Note
Work in progress ๐ง
This demo showcases Typesense's conversational search features.
The dataset contains essays authored by Paul Graham, indexed in Typesense.
Questions are sent directly to Typesense, which has a built-in RAG pipeline to return a conversation response, using the indexed dataset as context.
- Node.js 20.x and npm
- Typesense server.
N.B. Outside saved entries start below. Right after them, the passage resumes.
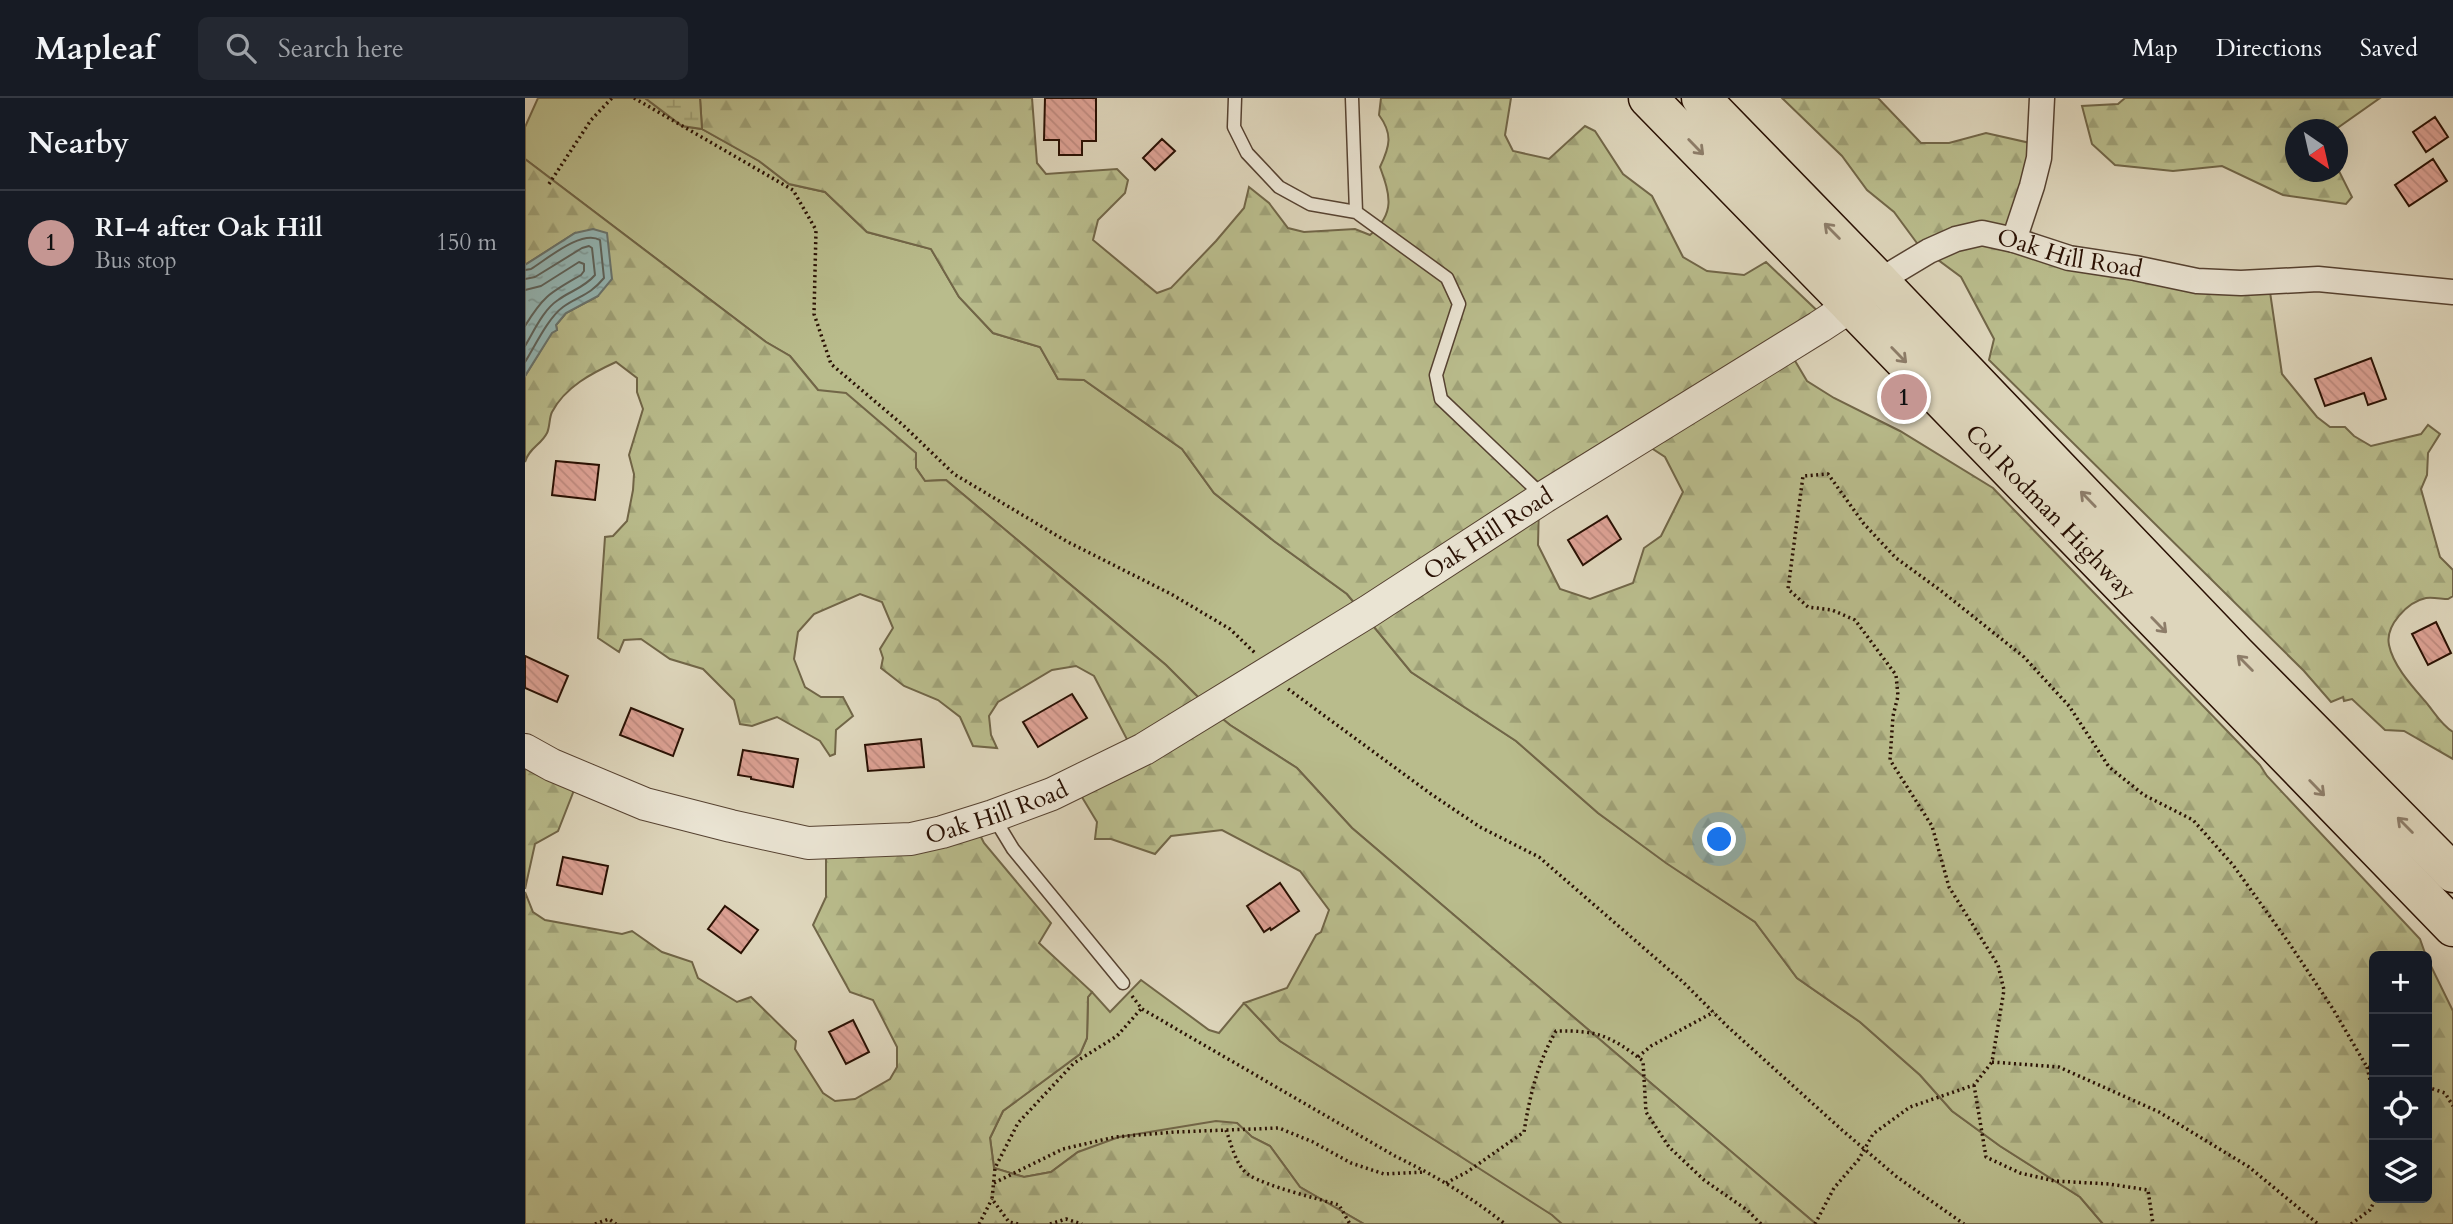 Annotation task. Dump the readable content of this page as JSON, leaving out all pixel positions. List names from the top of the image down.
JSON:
{
  "streets": {
    "highway": ["Col Rodman Highway"],
    "street": ["Oak Hill Road"]
  },
  "crossings": [
    ["Oak Hill Road", "Col Rodman Highway"]
  ],
  "north": "bottom right",
  "page": {
    "header": "Mapleaf",
    "search": "Search here",
    "nav": ["Map", "Directions", "Saved"],
    "heading": "Nearby",
    "list": [
      {
        "mark": "1",
        "name": "RI-4 after Oak Hill",
        "note": "Bus stop",
        "value": "150 m"
      }
    ],
    "pins": "1",
    "map_buttons": ["+", "−"]
  }
}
Can be hosted locally using the
docker-compose.yml
file in the repository, instructions in Local Setup section.
-
Clone the project.
-
Install dependencies at the root of the project using npm.
npm install
-
(Optional) To run a local instance of Typesense server using the
docker-compose.yml
config in this repository, run the following command.docker compose up -d
Note: This requires Docker to be installed on the system.
-
Copy
.env.example
file and create a.env
file at the root of the project. -
Set the values of required environment variables in the
.env
file that was created. (Skip theTYPESENSE_CONVERSATION_MODEL_ID
env variable for now, we'll come back to it). -
Run the following command to create the dataset by fetching Paul Graham's essays:
npm run fetchData
-
Import the data into Typesense by running the following command.
npm run indexInTypesense
This command may take a while depending on the size of the data.
-
The script will output a conversational model ID, which you want to set as the
TYPESENSE_CONVERSATION_MODEL_ID
in your.env
file. -
Now start the Next.js application.
- For production:
npm run build npm start
- For development:
npm run dev
- For production:
-
Access the application at
localhost:3000
.
This project is licensed under Apache License 2.0. The dataset used is Paul Graham's essays by Paul Graham.